** EXERCISE AIM **
Output the data below exactly as it is, dropping the pictures from your copy.

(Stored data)

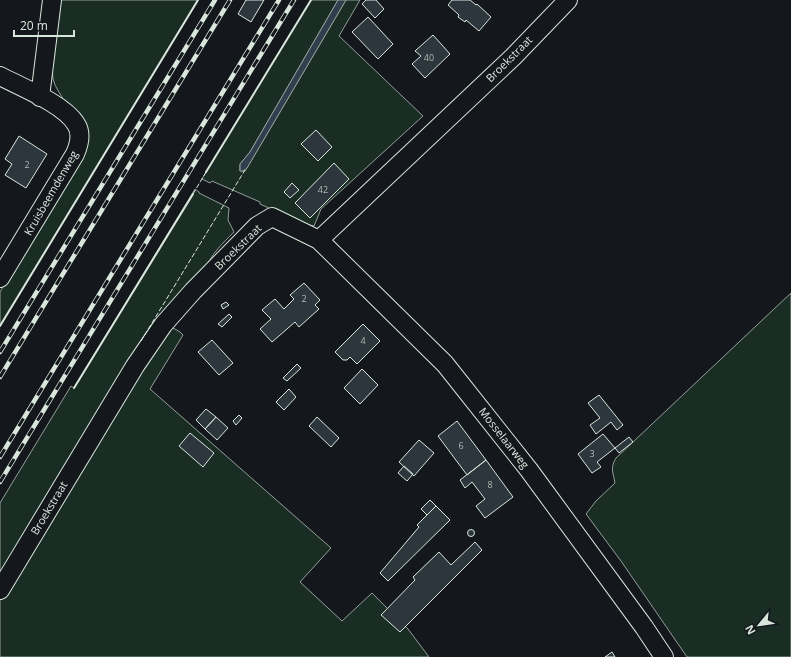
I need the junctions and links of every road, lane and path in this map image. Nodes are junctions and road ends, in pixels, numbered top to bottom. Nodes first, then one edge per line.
1 (52, 0) edge
2 (568, 0) edge
3 (0, 76) edge
4 (40, 97) junction
5 (319, 240) junction
6 (0, 278) edge
7 (0, 590) edge
8 (664, 657) edge

1 - 4 street
2 - 5 street, Broekstraat
3 - 4 street, Kruisbeemdenweg
4 - 6 street, Kruisbeemdenweg
5 - 7 street, Broekstraat
5 - 8 street, Mosselaarweg

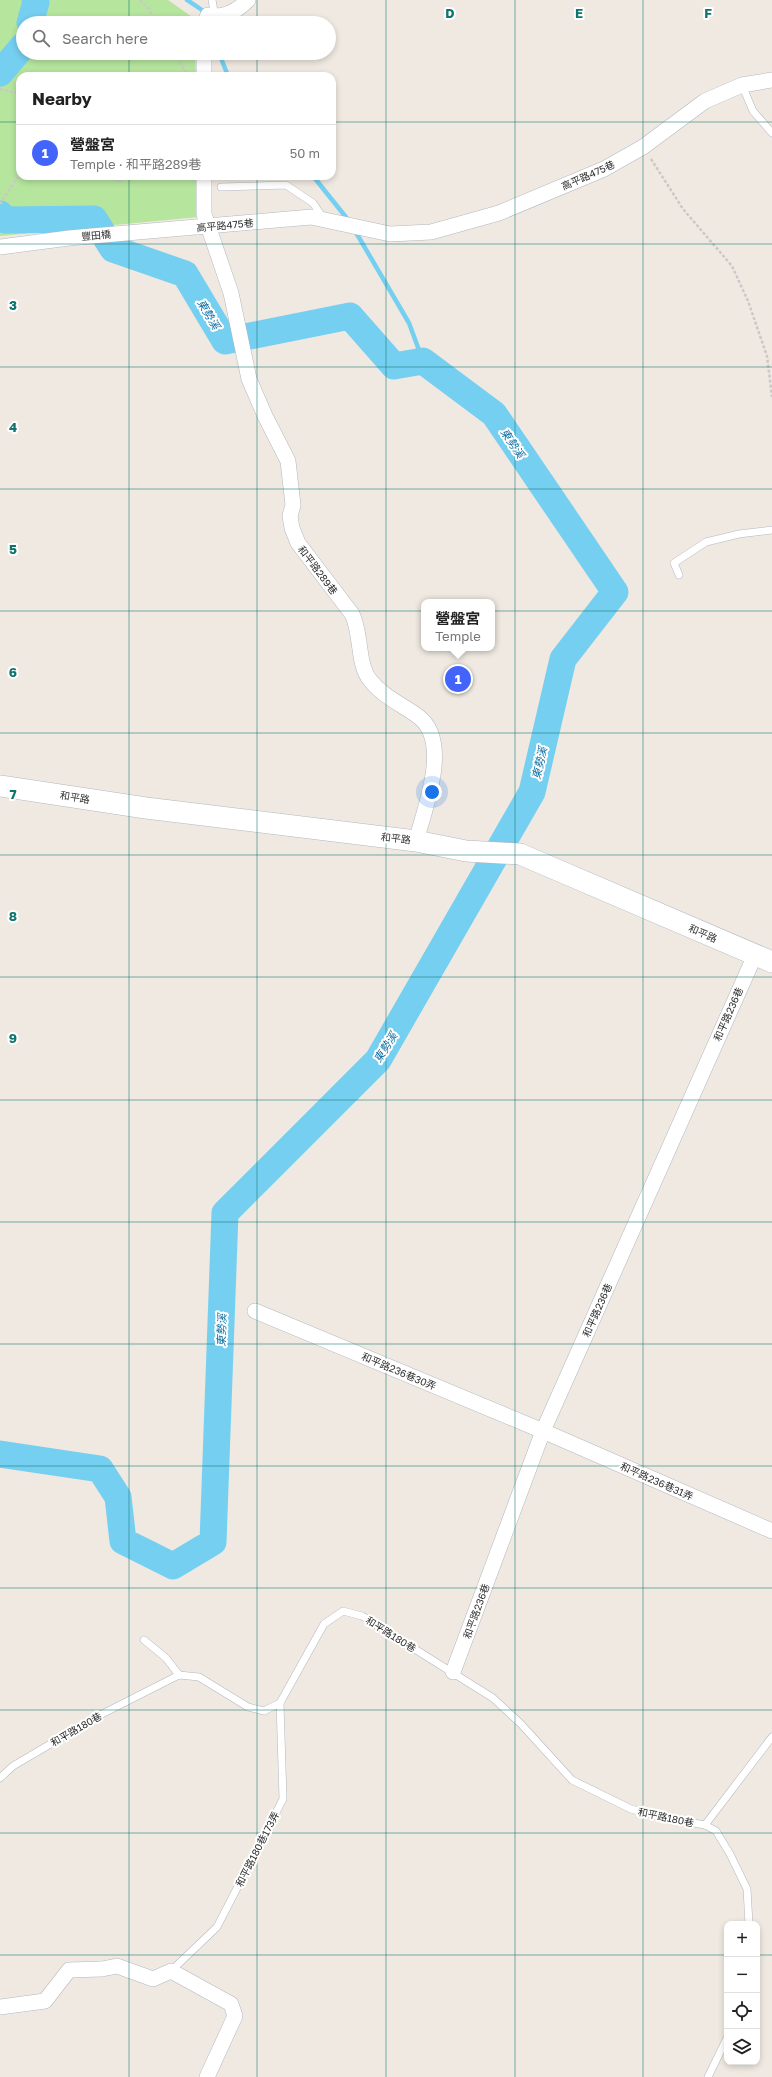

** THE COMPLETED TASK **
I need the junctions and links of every road, lane and path in this map image. Nodes are junctions and road ends, in pixels, numbered top to bottom. Nodes first, then one edge per line.
1 (52, 0) edge
2 (568, 0) edge
3 (0, 76) edge
4 (40, 97) junction
5 (319, 240) junction
6 (0, 278) edge
7 (0, 590) edge
8 (664, 657) edge

1 - 4 street
2 - 5 street, Broekstraat
3 - 4 street, Kruisbeemdenweg
4 - 6 street, Kruisbeemdenweg
5 - 7 street, Broekstraat
5 - 8 street, Mosselaarweg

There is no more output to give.